But how well does the confidence gained in Toastmasters translate into confidence speaking before other groups. Toastmasters speak before (mostly) the same people every week and you know everyone is there to help you along.
To answer this question let’s look at how we learn something new. Before we learn we are often an Unconscious Incompetent (we don't know that we don't know how to do it).
For some reason or other we become aware that we could learn. Maybe it's an invitation to speak at a friend’s wedding, maybe it is recognizing that the people who can speak well are advancing faster at work. There are a thousand ways that we may become aware, everyone's story is different.
Even though we are aware, we may not choose to do anything about it - or we may even choose not to do anything. Nevertheless, we are now a Conscious Incompetent. We know that we do not know.

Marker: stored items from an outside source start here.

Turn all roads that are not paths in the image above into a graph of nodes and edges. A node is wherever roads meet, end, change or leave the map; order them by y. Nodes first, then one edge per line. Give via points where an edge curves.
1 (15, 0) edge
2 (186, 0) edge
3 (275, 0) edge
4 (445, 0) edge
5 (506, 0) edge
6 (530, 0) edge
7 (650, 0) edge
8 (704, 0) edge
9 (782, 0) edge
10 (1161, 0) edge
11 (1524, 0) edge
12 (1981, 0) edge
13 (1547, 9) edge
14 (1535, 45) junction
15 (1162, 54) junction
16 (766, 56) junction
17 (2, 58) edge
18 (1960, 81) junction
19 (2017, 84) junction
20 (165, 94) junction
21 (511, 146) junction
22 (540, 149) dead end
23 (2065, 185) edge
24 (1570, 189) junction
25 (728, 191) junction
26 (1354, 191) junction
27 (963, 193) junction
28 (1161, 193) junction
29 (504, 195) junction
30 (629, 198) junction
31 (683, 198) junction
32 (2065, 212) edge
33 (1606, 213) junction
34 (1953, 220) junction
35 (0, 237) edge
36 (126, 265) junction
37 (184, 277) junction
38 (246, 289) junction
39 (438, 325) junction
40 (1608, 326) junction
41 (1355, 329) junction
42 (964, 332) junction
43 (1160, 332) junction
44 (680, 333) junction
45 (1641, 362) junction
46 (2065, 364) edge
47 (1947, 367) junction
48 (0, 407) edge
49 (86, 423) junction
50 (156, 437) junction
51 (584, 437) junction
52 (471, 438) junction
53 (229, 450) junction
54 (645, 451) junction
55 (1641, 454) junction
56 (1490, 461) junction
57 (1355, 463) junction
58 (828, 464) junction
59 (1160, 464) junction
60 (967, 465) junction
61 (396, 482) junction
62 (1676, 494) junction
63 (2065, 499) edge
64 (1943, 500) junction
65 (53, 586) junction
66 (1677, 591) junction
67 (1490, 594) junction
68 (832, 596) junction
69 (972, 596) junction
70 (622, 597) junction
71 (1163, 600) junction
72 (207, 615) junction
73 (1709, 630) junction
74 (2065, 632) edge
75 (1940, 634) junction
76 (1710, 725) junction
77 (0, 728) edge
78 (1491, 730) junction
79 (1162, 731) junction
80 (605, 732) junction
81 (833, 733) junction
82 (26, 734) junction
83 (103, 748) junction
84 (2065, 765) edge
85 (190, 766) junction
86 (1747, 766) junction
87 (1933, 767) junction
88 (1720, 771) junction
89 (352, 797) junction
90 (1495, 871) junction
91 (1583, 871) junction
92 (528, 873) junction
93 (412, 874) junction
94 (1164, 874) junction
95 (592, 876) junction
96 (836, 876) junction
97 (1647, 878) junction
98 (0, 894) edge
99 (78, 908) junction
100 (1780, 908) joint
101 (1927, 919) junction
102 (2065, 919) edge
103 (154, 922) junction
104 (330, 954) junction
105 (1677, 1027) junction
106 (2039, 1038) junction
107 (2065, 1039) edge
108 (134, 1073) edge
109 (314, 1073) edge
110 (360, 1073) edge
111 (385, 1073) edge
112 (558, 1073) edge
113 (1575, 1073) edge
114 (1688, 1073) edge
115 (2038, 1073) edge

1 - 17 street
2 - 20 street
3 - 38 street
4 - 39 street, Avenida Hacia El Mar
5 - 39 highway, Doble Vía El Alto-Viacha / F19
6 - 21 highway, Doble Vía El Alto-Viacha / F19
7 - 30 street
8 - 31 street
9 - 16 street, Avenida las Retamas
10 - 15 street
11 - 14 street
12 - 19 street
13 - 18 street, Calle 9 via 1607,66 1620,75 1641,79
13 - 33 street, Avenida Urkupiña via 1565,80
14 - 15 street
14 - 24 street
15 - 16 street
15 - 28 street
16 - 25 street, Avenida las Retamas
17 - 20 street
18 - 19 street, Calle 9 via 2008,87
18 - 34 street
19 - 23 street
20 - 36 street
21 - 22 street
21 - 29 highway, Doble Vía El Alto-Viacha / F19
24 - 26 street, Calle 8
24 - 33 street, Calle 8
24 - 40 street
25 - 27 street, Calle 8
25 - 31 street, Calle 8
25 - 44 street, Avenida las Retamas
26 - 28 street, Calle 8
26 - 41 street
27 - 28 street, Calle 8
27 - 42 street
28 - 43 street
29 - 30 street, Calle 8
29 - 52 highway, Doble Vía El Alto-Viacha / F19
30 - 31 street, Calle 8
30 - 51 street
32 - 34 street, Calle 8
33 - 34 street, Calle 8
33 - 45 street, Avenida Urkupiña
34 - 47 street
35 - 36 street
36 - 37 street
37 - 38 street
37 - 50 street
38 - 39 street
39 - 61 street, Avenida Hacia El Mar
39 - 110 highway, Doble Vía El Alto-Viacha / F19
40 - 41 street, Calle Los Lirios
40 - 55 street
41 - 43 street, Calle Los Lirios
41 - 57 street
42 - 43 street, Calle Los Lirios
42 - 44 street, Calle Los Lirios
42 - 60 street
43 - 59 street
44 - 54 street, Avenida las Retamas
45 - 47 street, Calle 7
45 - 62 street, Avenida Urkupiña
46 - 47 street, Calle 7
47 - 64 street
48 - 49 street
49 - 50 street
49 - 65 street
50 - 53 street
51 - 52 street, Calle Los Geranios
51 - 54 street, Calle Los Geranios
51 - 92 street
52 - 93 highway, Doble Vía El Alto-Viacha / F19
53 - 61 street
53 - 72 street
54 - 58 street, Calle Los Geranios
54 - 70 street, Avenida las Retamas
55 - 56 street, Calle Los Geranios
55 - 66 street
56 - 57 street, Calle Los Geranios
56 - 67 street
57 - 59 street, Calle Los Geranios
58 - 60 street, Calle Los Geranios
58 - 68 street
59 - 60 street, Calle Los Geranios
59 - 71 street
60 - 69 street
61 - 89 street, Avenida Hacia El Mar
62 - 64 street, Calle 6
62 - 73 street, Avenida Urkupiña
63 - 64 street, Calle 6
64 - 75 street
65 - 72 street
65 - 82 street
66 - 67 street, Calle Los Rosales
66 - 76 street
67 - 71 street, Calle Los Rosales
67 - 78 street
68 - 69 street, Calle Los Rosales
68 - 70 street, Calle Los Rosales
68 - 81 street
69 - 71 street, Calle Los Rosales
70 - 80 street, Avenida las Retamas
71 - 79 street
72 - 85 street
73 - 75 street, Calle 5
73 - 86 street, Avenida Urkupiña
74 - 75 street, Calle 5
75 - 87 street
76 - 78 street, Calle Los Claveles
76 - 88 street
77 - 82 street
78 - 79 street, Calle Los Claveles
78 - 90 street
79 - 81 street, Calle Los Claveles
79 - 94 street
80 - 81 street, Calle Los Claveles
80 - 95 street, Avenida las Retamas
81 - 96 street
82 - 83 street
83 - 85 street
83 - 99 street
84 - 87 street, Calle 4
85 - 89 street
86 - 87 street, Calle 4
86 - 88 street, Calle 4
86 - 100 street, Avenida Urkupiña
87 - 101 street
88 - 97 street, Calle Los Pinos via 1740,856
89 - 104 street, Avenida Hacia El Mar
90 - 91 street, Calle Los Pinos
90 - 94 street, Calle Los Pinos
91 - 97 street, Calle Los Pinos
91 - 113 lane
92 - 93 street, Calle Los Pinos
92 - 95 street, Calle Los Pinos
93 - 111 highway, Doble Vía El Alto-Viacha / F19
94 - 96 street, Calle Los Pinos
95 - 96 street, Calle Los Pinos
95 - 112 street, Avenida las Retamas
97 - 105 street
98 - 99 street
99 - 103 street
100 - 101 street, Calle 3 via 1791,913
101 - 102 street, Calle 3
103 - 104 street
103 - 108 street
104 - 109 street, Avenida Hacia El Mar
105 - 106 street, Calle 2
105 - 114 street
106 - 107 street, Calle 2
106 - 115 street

If we make a decision to do something, the first few times we try may be quite uncomfortable. But we stay focussed and we concentrate and we get by. This is the phase of Conscious Competence. We are able to do it, but we have to concentrate.
With practice, and some motivation and support, with knowledge gained from the program we will gradually feel more comfortable, and eventually we will wonder what all the fuss was about. We will become Unconscious Competents. We do it out of habit.
Let me take an extreme example - if you pull your left ear when you are nervous, you may not know it. Someone may draw it to your attention - hopefully quietly and sensitively - and you will become aware. Now you are more likely to notice yourself doing it. Someone may suggest a positive alternative behaviour to help you avoid it - always keep your hands in your pockets. Doesn't look good, I know, but much better than the ear pulling. When you feel yourself about to reach for your ear, whamm hand into pocket. A conscious act. Eventually the habit will disappear and be replaced by another annoying one - hands in pockets - but this is less distracting and easier to change to meaningful gestures.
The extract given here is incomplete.